Los renglones torcidos de Dios, de Oriol Paulo

Es muy posible, por el año en que se publicó el bestseller Los renglones torcidos de Dios de Torcuato Luca de Tena, que el autor español hubiera visto la excelente película de Samuel Fuller Corredor sin retorno, o que la hayan visto también Dennis Lehane, escritor de novela negra norteamericana autor de Shutter Island, y Martín Scorsese, que filmó su adaptación. El esquema argumental de estas historias (persona cuerda que se hace internar en un psiquiátrico para desentrañar un sucesos acaecido en él) es muy parecido, aunque en la película de Fuller todo resulta mucho más creíble y es más cine negro y no porque esté rodada en blanco y negro.

Alice Gould (una Bárbara Lennie de perfil bajo, hierática en exceso y elegante como siempre), una investigadora privada, consigue ser internada en un centro psiquiátrico regentado por el siniestro doctor Samuel Alvar (un desafortunado, y ya es difícil tratándose de él, Eduard Fernández), fingiendo sufrir una paranoia que la hace mentir de forma compulsiva, con el fin de investigar una oscura muerte acaecida años atrás en ese centro de reclusión. A medida que se suceden los días de internamiento, Alice comenzará a distorsionar la realidad y a enloquecer, a su pesar, de tal modo que le será muy difícil convencer al equipo médico que ha estado fingiendo todo el rato para conseguir la libertad.

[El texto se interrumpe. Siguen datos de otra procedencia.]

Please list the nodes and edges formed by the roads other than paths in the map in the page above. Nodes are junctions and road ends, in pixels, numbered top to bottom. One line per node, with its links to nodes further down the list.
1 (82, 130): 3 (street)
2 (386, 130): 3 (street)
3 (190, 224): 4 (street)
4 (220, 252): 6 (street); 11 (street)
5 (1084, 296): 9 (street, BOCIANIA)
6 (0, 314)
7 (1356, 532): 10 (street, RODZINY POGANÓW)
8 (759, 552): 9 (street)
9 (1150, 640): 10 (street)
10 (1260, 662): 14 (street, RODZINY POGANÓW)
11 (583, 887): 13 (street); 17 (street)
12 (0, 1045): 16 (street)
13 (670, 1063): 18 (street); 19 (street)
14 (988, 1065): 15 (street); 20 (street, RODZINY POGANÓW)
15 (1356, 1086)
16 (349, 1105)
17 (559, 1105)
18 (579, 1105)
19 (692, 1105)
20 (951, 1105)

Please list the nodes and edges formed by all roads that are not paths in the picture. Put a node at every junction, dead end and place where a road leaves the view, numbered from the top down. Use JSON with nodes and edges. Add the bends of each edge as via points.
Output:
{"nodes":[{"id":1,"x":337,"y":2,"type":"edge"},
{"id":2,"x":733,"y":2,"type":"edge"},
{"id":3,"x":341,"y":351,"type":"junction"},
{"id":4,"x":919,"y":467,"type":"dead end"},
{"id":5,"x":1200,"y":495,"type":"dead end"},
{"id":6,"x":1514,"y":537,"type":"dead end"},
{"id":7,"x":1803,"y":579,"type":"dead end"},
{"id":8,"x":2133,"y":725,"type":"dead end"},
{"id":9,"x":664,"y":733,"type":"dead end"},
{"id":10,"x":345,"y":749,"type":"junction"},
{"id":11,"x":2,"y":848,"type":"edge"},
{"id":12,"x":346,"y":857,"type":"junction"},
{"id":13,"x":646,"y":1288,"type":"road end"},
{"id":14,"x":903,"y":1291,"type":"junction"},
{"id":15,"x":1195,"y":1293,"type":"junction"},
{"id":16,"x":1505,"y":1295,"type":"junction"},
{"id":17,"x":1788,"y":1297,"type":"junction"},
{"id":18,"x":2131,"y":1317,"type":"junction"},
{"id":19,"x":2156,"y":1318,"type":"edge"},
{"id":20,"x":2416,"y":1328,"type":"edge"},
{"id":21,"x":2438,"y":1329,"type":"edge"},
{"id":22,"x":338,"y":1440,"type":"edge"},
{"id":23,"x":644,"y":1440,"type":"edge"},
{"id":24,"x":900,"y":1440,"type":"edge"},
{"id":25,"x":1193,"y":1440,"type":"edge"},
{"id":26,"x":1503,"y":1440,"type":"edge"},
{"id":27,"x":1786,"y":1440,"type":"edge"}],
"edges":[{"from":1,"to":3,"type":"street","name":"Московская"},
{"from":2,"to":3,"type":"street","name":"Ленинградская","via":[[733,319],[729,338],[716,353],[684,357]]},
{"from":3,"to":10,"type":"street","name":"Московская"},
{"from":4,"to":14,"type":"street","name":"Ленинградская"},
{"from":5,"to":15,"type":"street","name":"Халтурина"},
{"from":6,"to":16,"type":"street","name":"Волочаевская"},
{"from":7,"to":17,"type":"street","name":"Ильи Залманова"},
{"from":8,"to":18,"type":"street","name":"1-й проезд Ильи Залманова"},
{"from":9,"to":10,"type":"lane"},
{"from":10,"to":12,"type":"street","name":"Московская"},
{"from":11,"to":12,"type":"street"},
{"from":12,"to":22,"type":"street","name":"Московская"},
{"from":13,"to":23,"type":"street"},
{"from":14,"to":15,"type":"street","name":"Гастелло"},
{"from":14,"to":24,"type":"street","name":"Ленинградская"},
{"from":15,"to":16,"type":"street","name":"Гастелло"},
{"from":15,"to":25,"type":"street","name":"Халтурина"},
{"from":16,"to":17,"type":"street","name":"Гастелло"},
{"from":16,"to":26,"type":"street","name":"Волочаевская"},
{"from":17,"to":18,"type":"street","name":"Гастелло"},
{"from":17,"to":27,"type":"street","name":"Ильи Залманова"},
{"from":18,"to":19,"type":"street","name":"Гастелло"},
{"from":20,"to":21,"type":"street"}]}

Lo mejor de la película es lo bien que su director Oriol Paulo (Barcelona, 1975), director y guionista con un amplio bagaje cinematográfico sobre sus espaldas (Contratiempo, El cuerpo y Durante la tormenta) sabe captar el ambiente opresivo y siniestro de ese psiquiátrico, que corresponde a los de la era franquista de este país en los que un marido podía internar a su esposa, para desembarazarse de ella, alegando locura, y lo peor esos continuos giros de guión, cada vez más forzados, fieles a la novela adaptada, que hacen que el espectador pierda progresivamente interés por una historia que promete mucho al principio y decepciona según avanza porque todo, hasta la hipótesis más descabellada, es posible.